__Task goal__
Go through the material and copy each line in which the word "Middle" shows up.

__Recorded information__

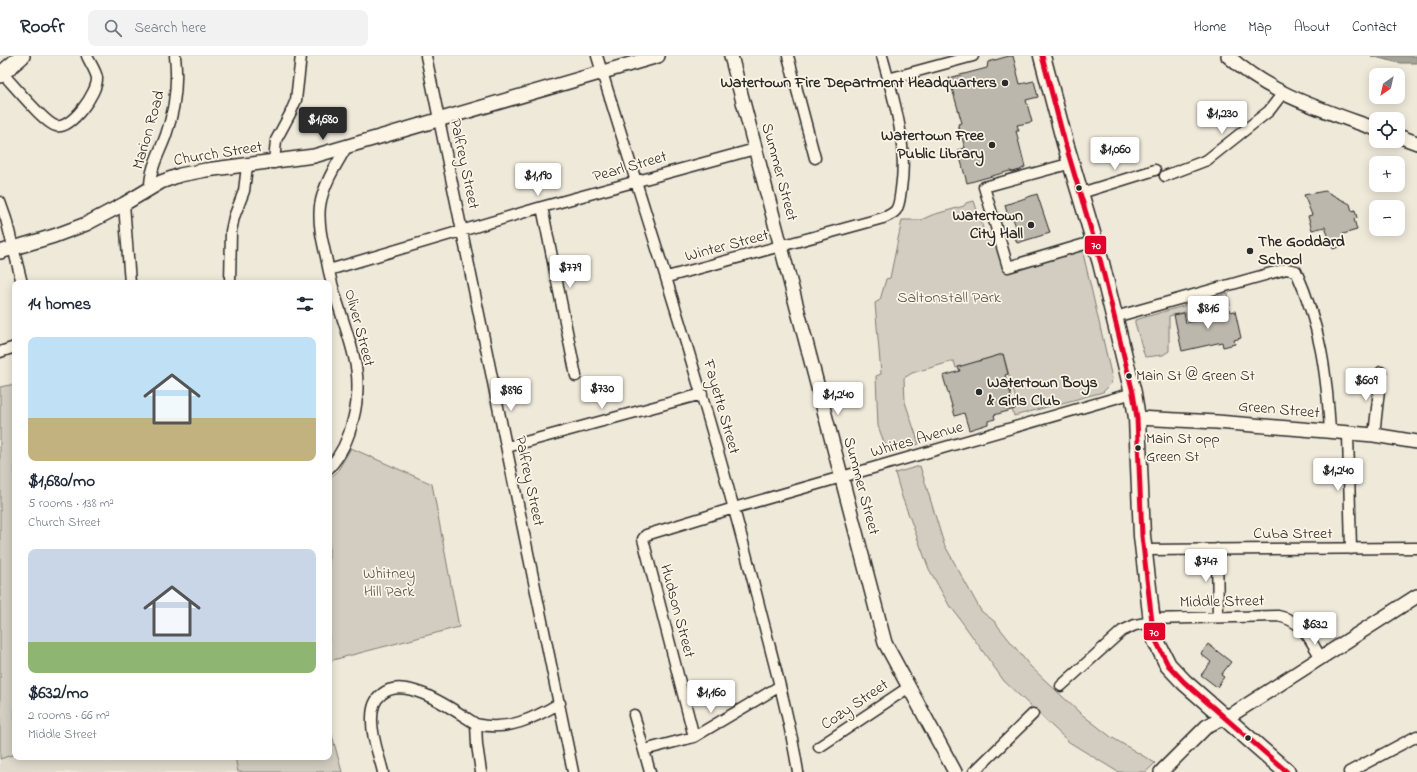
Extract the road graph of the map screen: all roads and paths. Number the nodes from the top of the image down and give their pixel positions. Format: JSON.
{"nodes":[{"id":1,"x":22,"y":56,"type":"edge"},
{"id":2,"x":87,"y":56,"type":"edge"},
{"id":3,"x":175,"y":56,"type":"edge"},
{"id":4,"x":301,"y":56,"type":"edge"},
{"id":5,"x":426,"y":56,"type":"edge"},
{"id":6,"x":597,"y":56,"type":"edge"},
{"id":7,"x":658,"y":56,"type":"edge"},
{"id":8,"x":731,"y":56,"type":"edge"},
{"id":9,"x":788,"y":56,"type":"edge"},
{"id":10,"x":882,"y":56,"type":"edge"},
{"id":11,"x":973,"y":56,"type":"edge"},
{"id":12,"x":1042,"y":56,"type":"edge"},
{"id":13,"x":1228,"y":56,"type":"edge"},
{"id":14,"x":602,"y":72,"type":"junction"},
{"id":15,"x":1,"y":74,"type":"edge"},
{"id":16,"x":888,"y":79,"type":"junction"},
{"id":17,"x":1282,"y":94,"type":"junction"},
{"id":18,"x":439,"y":120,"type":"junction"},
{"id":19,"x":1369,"y":126,"type":"edge"},
{"id":20,"x":1405,"y":139,"type":"edge"},
{"id":21,"x":1417,"y":143,"type":"edge"},
{"id":22,"x":346,"y":148,"type":"junction"},
{"id":23,"x":755,"y":149,"type":"junction"},
{"id":24,"x":815,"y":158,"type":"dead end"},
{"id":25,"x":274,"y":163,"type":"junction"},
{"id":26,"x":1072,"y":163,"type":"junction"},
{"id":27,"x":247,"y":166,"type":"junction"},
{"id":28,"x":1156,"y":170,"type":"dead end"},
{"id":29,"x":1165,"y":176,"type":"dead end"},
{"id":30,"x":636,"y":181,"type":"junction"},
{"id":31,"x":150,"y":188,"type":"junction"},
{"id":32,"x":1081,"y":193,"type":"junction"},
{"id":33,"x":0,"y":202,"type":"edge"},
{"id":34,"x":124,"y":204,"type":"junction"},
{"id":35,"x":542,"y":207,"type":"junction"},
{"id":36,"x":462,"y":231,"type":"junction"},
{"id":37,"x":1095,"y":241,"type":"junction"},
{"id":38,"x":781,"y":247,"type":"junction"},
{"id":39,"x":14,"y":248,"type":"junction"},
{"id":40,"x":0,"y":252,"type":"edge"},
{"id":41,"x":329,"y":270,"type":"junction"},
{"id":42,"x":667,"y":277,"type":"junction"},
{"id":43,"x":21,"y":280,"type":"edge"},
{"id":44,"x":130,"y":280,"type":"edge"},
{"id":45,"x":230,"y":280,"type":"edge"},
{"id":46,"x":332,"y":280,"type":"edge"},
{"id":47,"x":332,"y":282,"type":"edge"},
{"id":48,"x":1116,"y":317,"type":"junction"},
{"id":49,"x":12,"y":348,"type":"edge"},
{"id":50,"x":0,"y":352,"type":"edge"},
{"id":51,"x":1381,"y":372,"type":"dead end"},
{"id":52,"x":576,"y":376,"type":"dead end"},
{"id":53,"x":1133,"y":393,"type":"junction"},
{"id":54,"x":702,"y":394,"type":"junction"},
{"id":55,"x":1137,"y":418,"type":"junction"},
{"id":56,"x":1330,"y":432,"type":"junction"},
{"id":57,"x":1348,"y":434,"type":"junction"},
{"id":58,"x":1374,"y":435,"type":"junction"},
{"id":59,"x":1417,"y":442,"type":"edge"},
{"id":60,"x":507,"y":447,"type":"junction"},
{"id":61,"x":332,"y":464,"type":"edge"},
{"id":62,"x":841,"y":477,"type":"junction"},
{"id":63,"x":734,"y":508,"type":"junction"},
{"id":64,"x":643,"y":539,"type":"joint"},
{"id":65,"x":1417,"y":548,"type":"edge"},
{"id":66,"x":1217,"y":549,"type":"junction"},
{"id":67,"x":1351,"y":549,"type":"junction"},
{"id":68,"x":1144,"y":550,"type":"junction"},
{"id":69,"x":1416,"y":599,"type":"edge"},
{"id":70,"x":1218,"y":617,"type":"junction"},
{"id":71,"x":1151,"y":620,"type":"junction"},
{"id":72,"x":1320,"y":658,"type":"junction"},
{"id":73,"x":780,"y":686,"type":"junction"},
{"id":74,"x":1061,"y":686,"type":"dead end"},
{"id":75,"x":909,"y":687,"type":"junction"},
{"id":76,"x":560,"y":703,"type":"junction"},
{"id":77,"x":1033,"y":714,"type":"dead end"},
{"id":78,"x":634,"y":715,"type":"dead end"},
{"id":79,"x":1224,"y":718,"type":"junction"},
{"id":80,"x":476,"y":724,"type":"junction"},
{"id":81,"x":1417,"y":736,"type":"edge"},
{"id":82,"x":694,"y":737,"type":"junction"},
{"id":83,"x":819,"y":747,"type":"dead end"},
{"id":84,"x":644,"y":750,"type":"junction"},
{"id":85,"x":383,"y":772,"type":"edge"},
{"id":86,"x":481,"y":772,"type":"edge"},
{"id":87,"x":573,"y":772,"type":"edge"},
{"id":88,"x":650,"y":772,"type":"edge"},
{"id":89,"x":798,"y":772,"type":"edge"},
{"id":90,"x":955,"y":772,"type":"edge"},
{"id":91,"x":974,"y":772,"type":"edge"},
{"id":92,"x":1161,"y":772,"type":"edge"},
{"id":93,"x":1287,"y":772,"type":"edge"},
{"id":94,"x":1349,"y":772,"type":"edge"}],
"edges":[{"from":1,"to":15,"type":"main road"},
{"from":2,"to":15,"type":"street"},
{"from":3,"to":31,"type":"street","name":"Marion Road"},
{"from":4,"to":25,"type":"street"},
{"from":5,"to":18,"type":"street","name":"Palfrey Street"},
{"from":6,"to":14,"type":"street","name":"Fayette Street"},
{"from":7,"to":14,"type":"street","name":"Church Street"},
{"from":8,"to":23,"type":"street","name":"Summer Street"},
{"from":9,"to":24,"type":"street"},
{"from":10,"to":16,"type":"street","name":"Winter Street"},
{"from":11,"to":16,"type":"street"},
{"from":12,"to":26,"type":"main road"},
{"from":13,"to":17,"type":"street"},
{"from":14,"to":18,"type":"street","name":"Church Street"},
{"from":14,"to":30,"type":"street","name":"Fayette Street"},
{"from":16,"to":38,"type":"street","name":"Winter Street"},
{"from":17,"to":19,"type":"street"},
{"from":17,"to":29,"type":"street"},
{"from":18,"to":22,"type":"street","name":"Church Street"},
{"from":18,"to":36,"type":"street","name":"Palfrey Street"},
{"from":20,"to":21,"type":"street"},
{"from":22,"to":25,"type":"street","name":"Church Street"},
{"from":22,"to":41,"type":"street","name":"Oliver Street"},
{"from":23,"to":30,"type":"street","name":"Pearl Street"},
{"from":23,"to":38,"type":"street","name":"Summer Street"},
{"from":25,"to":27,"type":"street","name":"Church Street"},
{"from":26,"to":32,"type":"main road"},
{"from":26,"to":37,"type":"street"},
{"from":27,"to":31,"type":"street","name":"Church Street"},
{"from":27,"to":45,"type":"street"},
{"from":28,"to":32,"type":"street"},
{"from":30,"to":35,"type":"street","name":"Pearl Street"},
{"from":30,"to":42,"type":"street","name":"Fayette Street"},
{"from":31,"to":34,"type":"street","name":"Church Street"},
{"from":32,"to":37,"type":"main road"},
{"from":33,"to":39,"type":"street"},
{"from":34,"to":39,"type":"street","name":"Church Street"},
{"from":34,"to":44,"type":"street"},
{"from":35,"to":36,"type":"street","name":"Pearl Street"},
{"from":35,"to":52,"type":"street"},
{"from":36,"to":41,"type":"street","name":"Pearl Street"},
{"from":36,"to":60,"type":"street","name":"Palfrey Street"},
{"from":37,"to":48,"type":"main road"},
{"from":38,"to":42,"type":"street","name":"Winter Street"},
{"from":38,"to":62,"type":"street","name":"Summer Street"},
{"from":39,"to":40,"type":"street","name":"Church Street"},
{"from":39,"to":43,"type":"street"},
{"from":41,"to":46,"type":"street","name":"Oliver Street"},
{"from":42,"to":54,"type":"street","name":"Fayette Street"},
{"from":47,"to":61,"type":"street","name":"Oliver Street"},
{"from":48,"to":53,"type":"main road"},
{"from":48,"to":56,"type":"street"},
{"from":49,"to":50,"type":"street"},
{"from":51,"to":58,"type":"street"},
{"from":53,"to":55,"type":"main road"},
{"from":53,"to":62,"type":"street","name":"Whites Avenue"},
{"from":54,"to":60,"type":"street"},
{"from":54,"to":63,"type":"street","name":"Fayette Street"},
{"from":55,"to":56,"type":"street","name":"Green Street"},
{"from":55,"to":68,"type":"main road"},
{"from":56,"to":57,"type":"street","name":"Green Street"},
{"from":57,"to":58,"type":"street","name":"Green Street"},
{"from":57,"to":67,"type":"street"},
{"from":58,"to":59,"type":"street","name":"Green Street"},
{"from":60,"to":76,"type":"street","name":"Palfrey Street"},
{"from":62,"to":63,"type":"street","name":"Whites Avenue"},
{"from":62,"to":75,"type":"street","name":"Summer Street"},
{"from":63,"to":64,"type":"street","name":"Whites Avenue"},
{"from":63,"to":73,"type":"street","name":"Fayette Street"},
{"from":64,"to":82,"type":"street","name":"Hudson Street"},
{"from":65,"to":67,"type":"street","name":"Cuba Street"},
{"from":66,"to":67,"type":"street","name":"Cuba Street"},
{"from":66,"to":68,"type":"street","name":"Cuba Street"},
{"from":66,"to":70,"type":"street"},
{"from":68,"to":71,"type":"main road"},
{"from":69,"to":72,"type":"street"},
{"from":70,"to":71,"type":"street","name":"Middle Street"},
{"from":70,"to":72,"type":"street","name":"Middle Street"},
{"from":71,"to":74,"type":"street","name":"Middle Street"},
{"from":71,"to":79,"type":"main road"},
{"from":72,"to":79,"type":"street"},
{"from":73,"to":82,"type":"street"},
{"from":73,"to":89,"type":"street","name":"Fayette Street"},
{"from":75,"to":83,"type":"street","name":"Cozy Street"},
{"from":75,"to":90,"type":"street","name":"Summer Street"},
{"from":76,"to":80,"type":"street"},
{"from":76,"to":87,"type":"street","name":"Palfrey Street"},
{"from":77,"to":91,"type":"street"},
{"from":78,"to":84,"type":"street"},
{"from":79,"to":92,"type":"street"},
{"from":79,"to":93,"type":"main road"},
{"from":80,"to":85,"type":"street"},
{"from":80,"to":86,"type":"street"},
{"from":81,"to":94,"type":"street"},
{"from":82,"to":84,"type":"street"},
{"from":84,"to":88,"type":"street"}]}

__Answer to the problem__
{"from":70,"to":71,"type":"street","name":"Middle Street"},
{"from":70,"to":72,"type":"street","name":"Middle Street"},
{"from":71,"to":74,"type":"street","name":"Middle Street"},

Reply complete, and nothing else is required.